#### Instructions for the task:
Transcribe the records word for word. Leave every picture out.

___ Task inputs ___

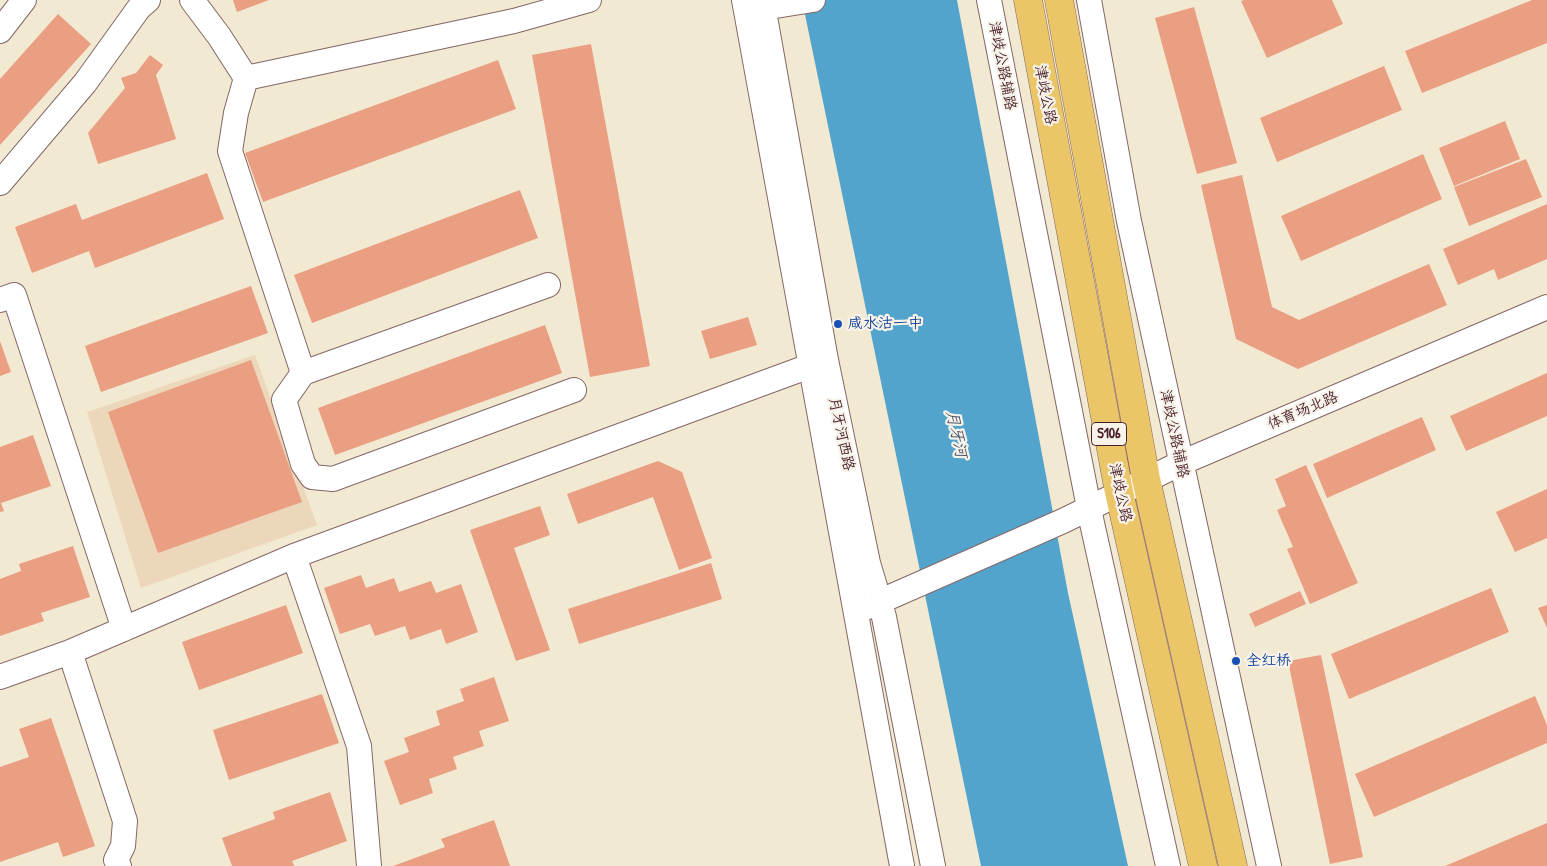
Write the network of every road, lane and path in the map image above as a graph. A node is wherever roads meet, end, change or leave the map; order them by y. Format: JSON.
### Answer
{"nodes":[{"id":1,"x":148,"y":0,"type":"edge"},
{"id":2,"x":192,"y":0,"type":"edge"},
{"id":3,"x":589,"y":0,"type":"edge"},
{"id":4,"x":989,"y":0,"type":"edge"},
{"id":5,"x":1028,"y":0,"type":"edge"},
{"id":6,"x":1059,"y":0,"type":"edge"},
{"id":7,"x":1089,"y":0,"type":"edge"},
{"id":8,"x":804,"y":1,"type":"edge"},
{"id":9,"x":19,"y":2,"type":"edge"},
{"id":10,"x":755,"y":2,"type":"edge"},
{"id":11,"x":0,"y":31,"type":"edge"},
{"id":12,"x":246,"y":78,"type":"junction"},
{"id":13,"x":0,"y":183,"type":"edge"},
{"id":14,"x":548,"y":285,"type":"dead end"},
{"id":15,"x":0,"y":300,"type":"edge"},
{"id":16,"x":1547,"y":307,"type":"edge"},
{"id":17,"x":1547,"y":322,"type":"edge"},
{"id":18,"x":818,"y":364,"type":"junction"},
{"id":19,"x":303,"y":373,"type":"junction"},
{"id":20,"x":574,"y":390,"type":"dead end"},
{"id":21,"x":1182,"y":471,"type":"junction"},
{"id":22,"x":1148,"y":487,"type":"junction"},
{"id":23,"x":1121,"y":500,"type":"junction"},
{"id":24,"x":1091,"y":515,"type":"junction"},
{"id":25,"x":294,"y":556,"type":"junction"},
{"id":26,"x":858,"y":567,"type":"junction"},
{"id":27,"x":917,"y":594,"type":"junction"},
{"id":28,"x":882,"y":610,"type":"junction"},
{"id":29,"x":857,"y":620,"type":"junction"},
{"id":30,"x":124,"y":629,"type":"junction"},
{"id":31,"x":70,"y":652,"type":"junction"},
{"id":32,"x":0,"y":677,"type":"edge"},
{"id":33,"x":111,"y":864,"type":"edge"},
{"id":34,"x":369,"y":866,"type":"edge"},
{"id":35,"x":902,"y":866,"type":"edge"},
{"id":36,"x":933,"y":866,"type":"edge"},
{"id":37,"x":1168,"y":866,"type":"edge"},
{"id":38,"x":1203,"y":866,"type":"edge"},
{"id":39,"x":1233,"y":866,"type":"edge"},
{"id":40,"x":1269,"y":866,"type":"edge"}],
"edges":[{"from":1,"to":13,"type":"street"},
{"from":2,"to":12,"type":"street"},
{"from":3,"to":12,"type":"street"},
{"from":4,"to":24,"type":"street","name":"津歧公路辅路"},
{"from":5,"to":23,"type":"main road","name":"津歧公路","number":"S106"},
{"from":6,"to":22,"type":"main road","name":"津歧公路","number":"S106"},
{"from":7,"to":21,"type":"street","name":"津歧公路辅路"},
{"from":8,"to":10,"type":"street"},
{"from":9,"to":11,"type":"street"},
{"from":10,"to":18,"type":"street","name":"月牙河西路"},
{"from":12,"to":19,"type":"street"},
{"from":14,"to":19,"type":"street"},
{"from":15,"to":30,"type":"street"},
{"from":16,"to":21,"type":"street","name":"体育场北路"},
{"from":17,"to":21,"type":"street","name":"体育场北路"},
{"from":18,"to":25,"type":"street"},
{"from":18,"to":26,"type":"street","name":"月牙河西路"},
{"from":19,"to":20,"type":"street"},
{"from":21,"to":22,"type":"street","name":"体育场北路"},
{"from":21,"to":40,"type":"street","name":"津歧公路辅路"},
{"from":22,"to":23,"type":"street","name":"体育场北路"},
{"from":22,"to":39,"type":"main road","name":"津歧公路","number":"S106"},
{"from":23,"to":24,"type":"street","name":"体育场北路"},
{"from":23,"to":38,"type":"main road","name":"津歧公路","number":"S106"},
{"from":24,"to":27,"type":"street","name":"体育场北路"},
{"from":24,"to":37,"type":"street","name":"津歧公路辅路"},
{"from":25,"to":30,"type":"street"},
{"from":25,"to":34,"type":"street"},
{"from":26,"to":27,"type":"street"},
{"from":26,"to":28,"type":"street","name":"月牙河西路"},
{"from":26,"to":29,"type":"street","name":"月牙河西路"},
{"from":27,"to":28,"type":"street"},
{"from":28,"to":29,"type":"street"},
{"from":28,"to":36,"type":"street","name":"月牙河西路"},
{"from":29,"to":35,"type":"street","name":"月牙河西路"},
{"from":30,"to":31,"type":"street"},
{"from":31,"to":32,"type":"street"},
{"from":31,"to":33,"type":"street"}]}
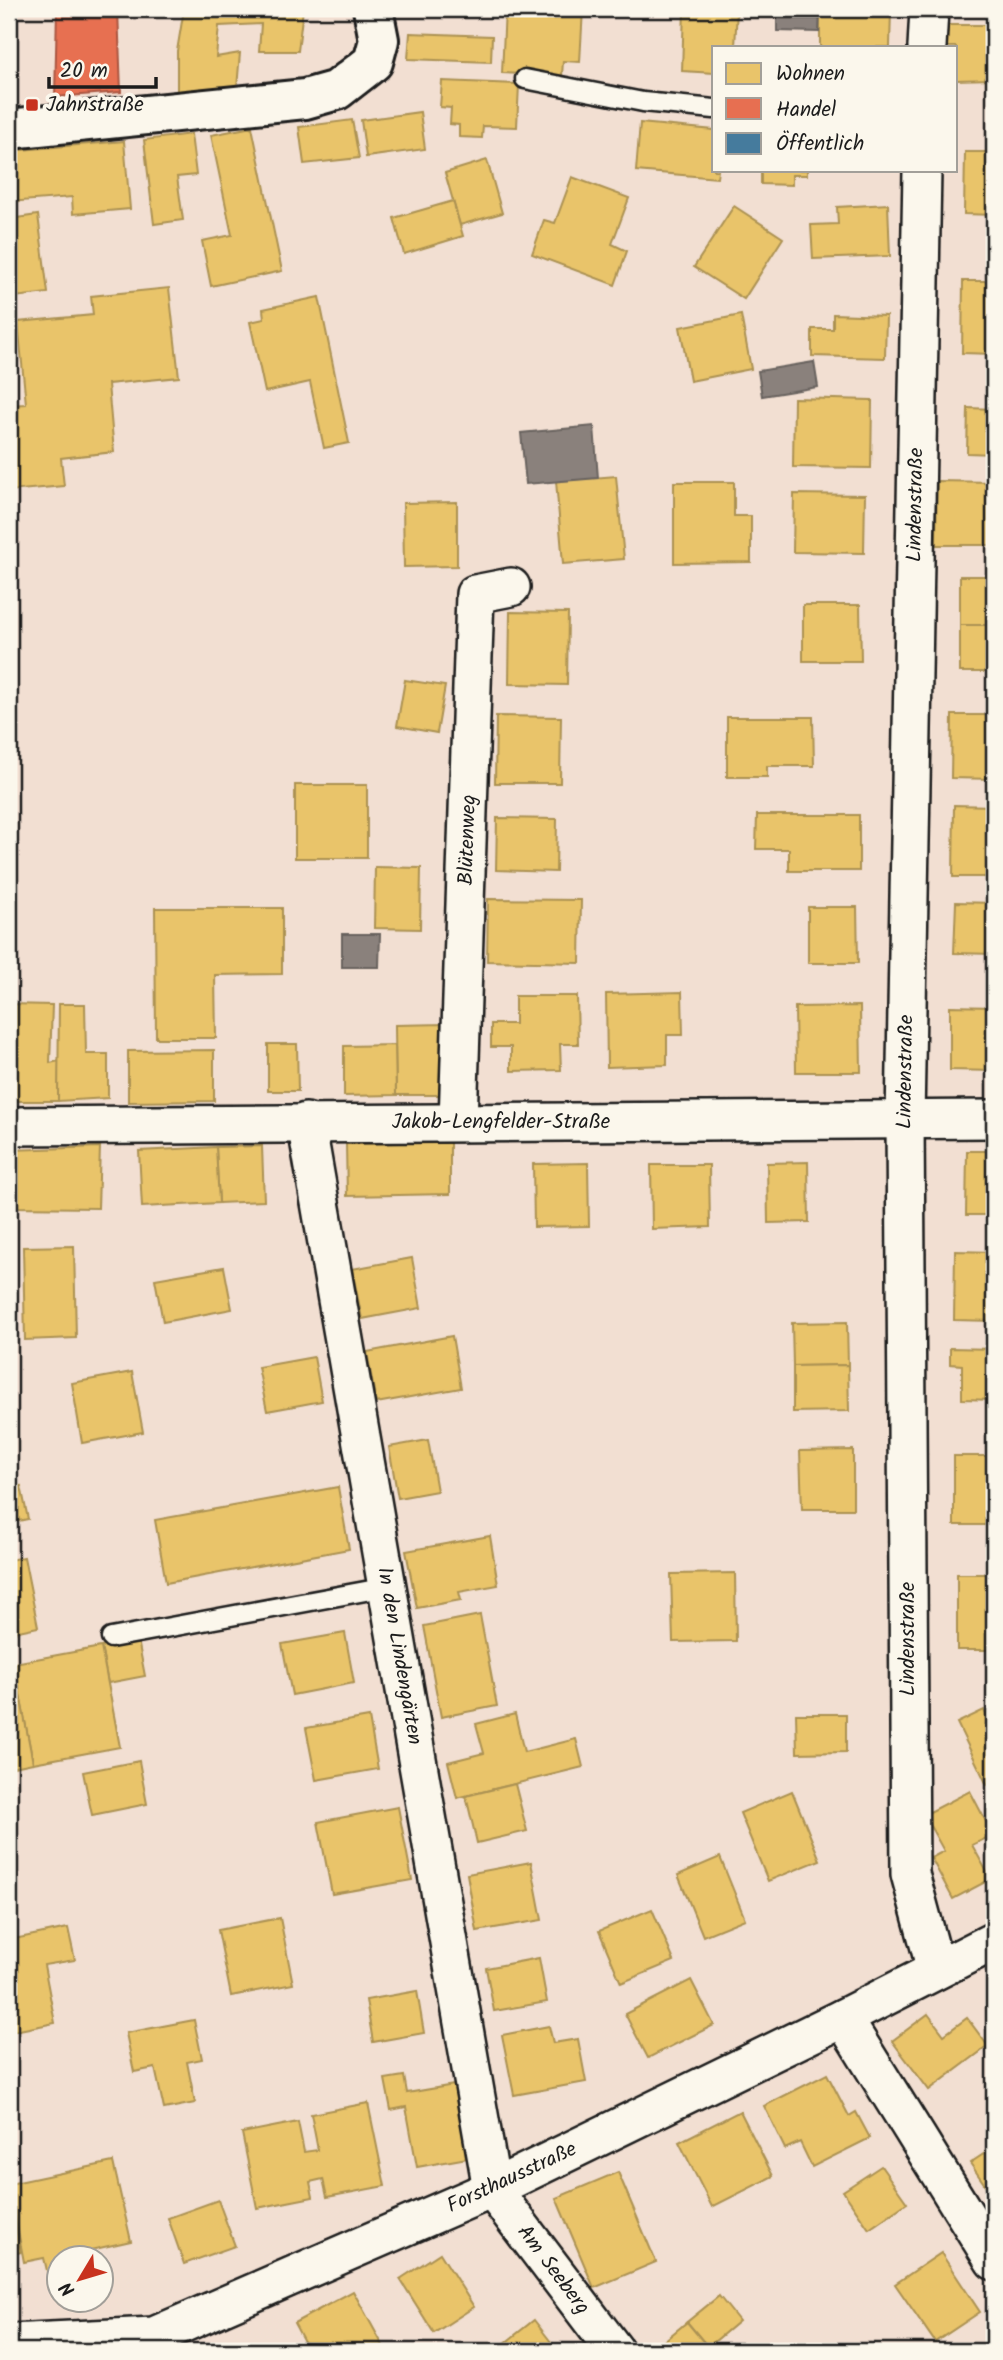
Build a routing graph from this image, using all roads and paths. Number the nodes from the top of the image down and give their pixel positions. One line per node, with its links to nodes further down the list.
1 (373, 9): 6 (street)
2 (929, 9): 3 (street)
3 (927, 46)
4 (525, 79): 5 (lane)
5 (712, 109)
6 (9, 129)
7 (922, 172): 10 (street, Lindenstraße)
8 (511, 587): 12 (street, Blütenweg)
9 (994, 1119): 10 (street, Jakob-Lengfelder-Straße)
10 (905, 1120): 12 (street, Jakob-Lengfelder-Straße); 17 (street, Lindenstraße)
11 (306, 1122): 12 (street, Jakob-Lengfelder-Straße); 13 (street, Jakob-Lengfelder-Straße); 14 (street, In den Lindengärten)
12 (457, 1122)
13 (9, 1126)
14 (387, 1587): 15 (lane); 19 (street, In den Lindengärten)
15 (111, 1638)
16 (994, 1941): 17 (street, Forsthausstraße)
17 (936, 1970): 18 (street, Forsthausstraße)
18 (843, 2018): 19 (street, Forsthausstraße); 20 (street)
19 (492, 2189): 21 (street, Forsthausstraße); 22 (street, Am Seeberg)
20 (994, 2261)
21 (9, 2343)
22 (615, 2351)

___

#### Your solution:
Write the network of every road, lane and path in the map image above as a graph. A node is wherever roads meet, end, change or leave the map; order them by y. Format: JSON.
### Answer
{"nodes":[{"id":1,"x":148,"y":0,"type":"edge"},
{"id":2,"x":192,"y":0,"type":"edge"},
{"id":3,"x":589,"y":0,"type":"edge"},
{"id":4,"x":989,"y":0,"type":"edge"},
{"id":5,"x":1028,"y":0,"type":"edge"},
{"id":6,"x":1059,"y":0,"type":"edge"},
{"id":7,"x":1089,"y":0,"type":"edge"},
{"id":8,"x":804,"y":1,"type":"edge"},
{"id":9,"x":19,"y":2,"type":"edge"},
{"id":10,"x":755,"y":2,"type":"edge"},
{"id":11,"x":0,"y":31,"type":"edge"},
{"id":12,"x":246,"y":78,"type":"junction"},
{"id":13,"x":0,"y":183,"type":"edge"},
{"id":14,"x":548,"y":285,"type":"dead end"},
{"id":15,"x":0,"y":300,"type":"edge"},
{"id":16,"x":1547,"y":307,"type":"edge"},
{"id":17,"x":1547,"y":322,"type":"edge"},
{"id":18,"x":818,"y":364,"type":"junction"},
{"id":19,"x":303,"y":373,"type":"junction"},
{"id":20,"x":574,"y":390,"type":"dead end"},
{"id":21,"x":1182,"y":471,"type":"junction"},
{"id":22,"x":1148,"y":487,"type":"junction"},
{"id":23,"x":1121,"y":500,"type":"junction"},
{"id":24,"x":1091,"y":515,"type":"junction"},
{"id":25,"x":294,"y":556,"type":"junction"},
{"id":26,"x":858,"y":567,"type":"junction"},
{"id":27,"x":917,"y":594,"type":"junction"},
{"id":28,"x":882,"y":610,"type":"junction"},
{"id":29,"x":857,"y":620,"type":"junction"},
{"id":30,"x":124,"y":629,"type":"junction"},
{"id":31,"x":70,"y":652,"type":"junction"},
{"id":32,"x":0,"y":677,"type":"edge"},
{"id":33,"x":111,"y":864,"type":"edge"},
{"id":34,"x":369,"y":866,"type":"edge"},
{"id":35,"x":902,"y":866,"type":"edge"},
{"id":36,"x":933,"y":866,"type":"edge"},
{"id":37,"x":1168,"y":866,"type":"edge"},
{"id":38,"x":1203,"y":866,"type":"edge"},
{"id":39,"x":1233,"y":866,"type":"edge"},
{"id":40,"x":1269,"y":866,"type":"edge"}],
"edges":[{"from":1,"to":13,"type":"street"},
{"from":2,"to":12,"type":"street"},
{"from":3,"to":12,"type":"street"},
{"from":4,"to":24,"type":"street","name":"津歧公路辅路"},
{"from":5,"to":23,"type":"main road","name":"津歧公路","number":"S106"},
{"from":6,"to":22,"type":"main road","name":"津歧公路","number":"S106"},
{"from":7,"to":21,"type":"street","name":"津歧公路辅路"},
{"from":8,"to":10,"type":"street"},
{"from":9,"to":11,"type":"street"},
{"from":10,"to":18,"type":"street","name":"月牙河西路"},
{"from":12,"to":19,"type":"street"},
{"from":14,"to":19,"type":"street"},
{"from":15,"to":30,"type":"street"},
{"from":16,"to":21,"type":"street","name":"体育场北路"},
{"from":17,"to":21,"type":"street","name":"体育场北路"},
{"from":18,"to":25,"type":"street"},
{"from":18,"to":26,"type":"street","name":"月牙河西路"},
{"from":19,"to":20,"type":"street"},
{"from":21,"to":22,"type":"street","name":"体育场北路"},
{"from":21,"to":40,"type":"street","name":"津歧公路辅路"},
{"from":22,"to":23,"type":"street","name":"体育场北路"},
{"from":22,"to":39,"type":"main road","name":"津歧公路","number":"S106"},
{"from":23,"to":24,"type":"street","name":"体育场北路"},
{"from":23,"to":38,"type":"main road","name":"津歧公路","number":"S106"},
{"from":24,"to":27,"type":"street","name":"体育场北路"},
{"from":24,"to":37,"type":"street","name":"津歧公路辅路"},
{"from":25,"to":30,"type":"street"},
{"from":25,"to":34,"type":"street"},
{"from":26,"to":27,"type":"street"},
{"from":26,"to":28,"type":"street","name":"月牙河西路"},
{"from":26,"to":29,"type":"street","name":"月牙河西路"},
{"from":27,"to":28,"type":"street"},
{"from":28,"to":29,"type":"street"},
{"from":28,"to":36,"type":"street","name":"月牙河西路"},
{"from":29,"to":35,"type":"street","name":"月牙河西路"},
{"from":30,"to":31,"type":"street"},
{"from":31,"to":32,"type":"street"},
{"from":31,"to":33,"type":"street"}]}
Build a routing graph from this image, using all roads and paths. Number the nodes from the top of the image down and give their pixel positions. One line per node, with its links to nodes further down the list.
1 (373, 9): 6 (street)
2 (929, 9): 3 (street)
3 (927, 46)
4 (525, 79): 5 (lane)
5 (712, 109)
6 (9, 129)
7 (922, 172): 10 (street, Lindenstraße)
8 (511, 587): 12 (street, Blütenweg)
9 (994, 1119): 10 (street, Jakob-Lengfelder-Straße)
10 (905, 1120): 12 (street, Jakob-Lengfelder-Straße); 17 (street, Lindenstraße)
11 (306, 1122): 12 (street, Jakob-Lengfelder-Straße); 13 (street, Jakob-Lengfelder-Straße); 14 (street, In den Lindengärten)
12 (457, 1122)
13 (9, 1126)
14 (387, 1587): 15 (lane); 19 (street, In den Lindengärten)
15 (111, 1638)
16 (994, 1941): 17 (street, Forsthausstraße)
17 (936, 1970): 18 (street, Forsthausstraße)
18 (843, 2018): 19 (street, Forsthausstraße); 20 (street)
19 (492, 2189): 21 (street, Forsthausstraße); 22 (street, Am Seeberg)
20 (994, 2261)
21 (9, 2343)
22 (615, 2351)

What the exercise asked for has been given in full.